Example 5.2, on the other hand, illustrates that the replacement of strategies that are continuous from the left by ones that are continuous from the right results in non-existence of best reply functions for the current generation even in the model with one descendant. This problem was not noticed in [12, 13], where the games with countably many successors were considered. Example 5.1 shows that even for the model with two descendants, we have to deal with compositions of lower and upper semicontinuous functions. As a result, the current generation may face the problem of maximising a function that is neither lower nor upper semicontinuous. Therefore, the best reply of the current generation to strategies of the followers may not exist. Such situation occurs, when the transition functions allow one to possess atoms, for instance, when the transition functions are deterministic. Hence, the methods derived from [12] and then applied to stochastic models by Bernheim and Ray [13] did not solve the issue of the existence of a SMPE. In this paper, we consider the weak convergence of non-atomic measures that leads to a generalised Fatou’s Lemma [14]. Since the strategies used by generations have countably many discontinuity points, we are able to prove, with the aid of the Serfozo Lemma, a helpful result on iterative integrals, that allow to compute the expected payoff for each generation (Lemma 3.8). This fact, in turn, plays an essential role in proving the existence of a SMPE. In this manner, we conveniently omit technical issues arising in [13], and moreover, we are able to deal with more general transition probability functions. The transition probabilities, described by some difference equations and including i.i.d. random variables, are only special cases in our approach. In particular, our class of transitions embraces also the transition function of the linear form considered in [6].

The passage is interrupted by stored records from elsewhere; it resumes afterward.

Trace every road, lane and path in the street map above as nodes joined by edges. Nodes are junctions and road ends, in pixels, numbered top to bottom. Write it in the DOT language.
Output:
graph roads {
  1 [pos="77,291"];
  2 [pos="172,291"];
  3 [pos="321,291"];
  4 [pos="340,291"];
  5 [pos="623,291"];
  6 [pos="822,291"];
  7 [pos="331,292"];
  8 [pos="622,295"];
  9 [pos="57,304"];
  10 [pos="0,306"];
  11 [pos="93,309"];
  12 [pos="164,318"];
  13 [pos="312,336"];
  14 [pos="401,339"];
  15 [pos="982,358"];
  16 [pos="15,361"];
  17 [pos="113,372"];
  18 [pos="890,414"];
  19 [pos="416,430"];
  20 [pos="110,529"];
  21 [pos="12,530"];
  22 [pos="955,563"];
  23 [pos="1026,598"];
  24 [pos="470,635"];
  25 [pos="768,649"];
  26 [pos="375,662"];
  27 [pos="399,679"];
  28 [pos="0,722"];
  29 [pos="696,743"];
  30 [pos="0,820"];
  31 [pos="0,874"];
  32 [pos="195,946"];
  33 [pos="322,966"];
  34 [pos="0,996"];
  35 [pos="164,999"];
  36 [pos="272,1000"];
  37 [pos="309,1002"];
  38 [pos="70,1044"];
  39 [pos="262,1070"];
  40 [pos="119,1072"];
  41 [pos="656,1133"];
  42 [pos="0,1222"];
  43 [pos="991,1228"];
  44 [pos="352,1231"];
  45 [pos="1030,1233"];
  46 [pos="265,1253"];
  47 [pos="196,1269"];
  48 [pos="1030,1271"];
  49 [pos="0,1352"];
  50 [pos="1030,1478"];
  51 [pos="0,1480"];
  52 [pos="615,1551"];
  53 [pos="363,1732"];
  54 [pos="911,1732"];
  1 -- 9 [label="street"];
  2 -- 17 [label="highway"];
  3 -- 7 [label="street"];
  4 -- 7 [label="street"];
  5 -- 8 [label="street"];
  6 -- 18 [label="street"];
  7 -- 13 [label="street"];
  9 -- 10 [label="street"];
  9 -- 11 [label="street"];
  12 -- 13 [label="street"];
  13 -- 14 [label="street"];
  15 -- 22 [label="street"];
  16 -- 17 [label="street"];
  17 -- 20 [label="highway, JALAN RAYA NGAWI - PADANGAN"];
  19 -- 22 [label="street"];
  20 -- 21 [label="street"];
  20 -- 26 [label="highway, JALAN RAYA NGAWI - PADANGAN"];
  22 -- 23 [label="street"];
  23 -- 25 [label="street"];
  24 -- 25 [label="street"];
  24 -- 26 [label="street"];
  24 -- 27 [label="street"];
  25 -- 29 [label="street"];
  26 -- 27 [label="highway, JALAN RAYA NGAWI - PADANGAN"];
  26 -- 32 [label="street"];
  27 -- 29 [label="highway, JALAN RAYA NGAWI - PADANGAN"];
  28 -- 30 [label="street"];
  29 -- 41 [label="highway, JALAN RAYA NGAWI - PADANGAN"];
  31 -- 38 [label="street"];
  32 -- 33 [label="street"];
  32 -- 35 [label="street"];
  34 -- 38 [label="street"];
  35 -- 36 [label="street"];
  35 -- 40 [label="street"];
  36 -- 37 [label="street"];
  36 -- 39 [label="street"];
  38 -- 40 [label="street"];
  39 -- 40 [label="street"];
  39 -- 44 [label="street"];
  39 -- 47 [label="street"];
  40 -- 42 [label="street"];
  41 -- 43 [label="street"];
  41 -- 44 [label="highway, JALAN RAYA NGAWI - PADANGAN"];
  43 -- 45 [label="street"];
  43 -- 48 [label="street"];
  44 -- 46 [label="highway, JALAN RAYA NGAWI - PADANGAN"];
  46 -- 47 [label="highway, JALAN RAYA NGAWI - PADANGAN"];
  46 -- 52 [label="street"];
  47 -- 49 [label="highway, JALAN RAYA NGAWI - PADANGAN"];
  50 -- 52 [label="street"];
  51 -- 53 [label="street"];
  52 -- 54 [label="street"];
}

Finally, we would like to mention that, except for papers concerning pure equilibria, there are works on stochastic altruistic growth models, that prove the existence of an equilibrium in the class of randomised strategies. For example, Alj and Haurie [24] and Nowak [33] considered such models with a countable state space and a Borel state space, respectively. However, from the economic applications point of view randomised equilibria do not enjoy great popularity and are treated as a remedy in the models, where pure equilibria cannot be obtained.

Other models on stochastic intergenerational games, with one descendant for each generation and with completely different types of transition probabilities, were studied in [20] and [23]. As already mentioned in Remark 3.3, they are convex combinations of finitely many probability measures on the state space and they do not embrace the transition probabilities described by some difference equation with additive or multiplicative noise. Particularly, Amir [20] studied transition probabilities with convex cumulative distributions and had to assume that the set of states is unbounded from above. However, the class of such transitions is relatively narrow; e.g. in Example 1 in [20], the conditional expectation of capital for every generation given any positive investment of its predecessor is infinite. Some recent results on equilibria in stochastic altruistic growth models with many descendants and additive transition probability functions can be found in [21, 22, 34].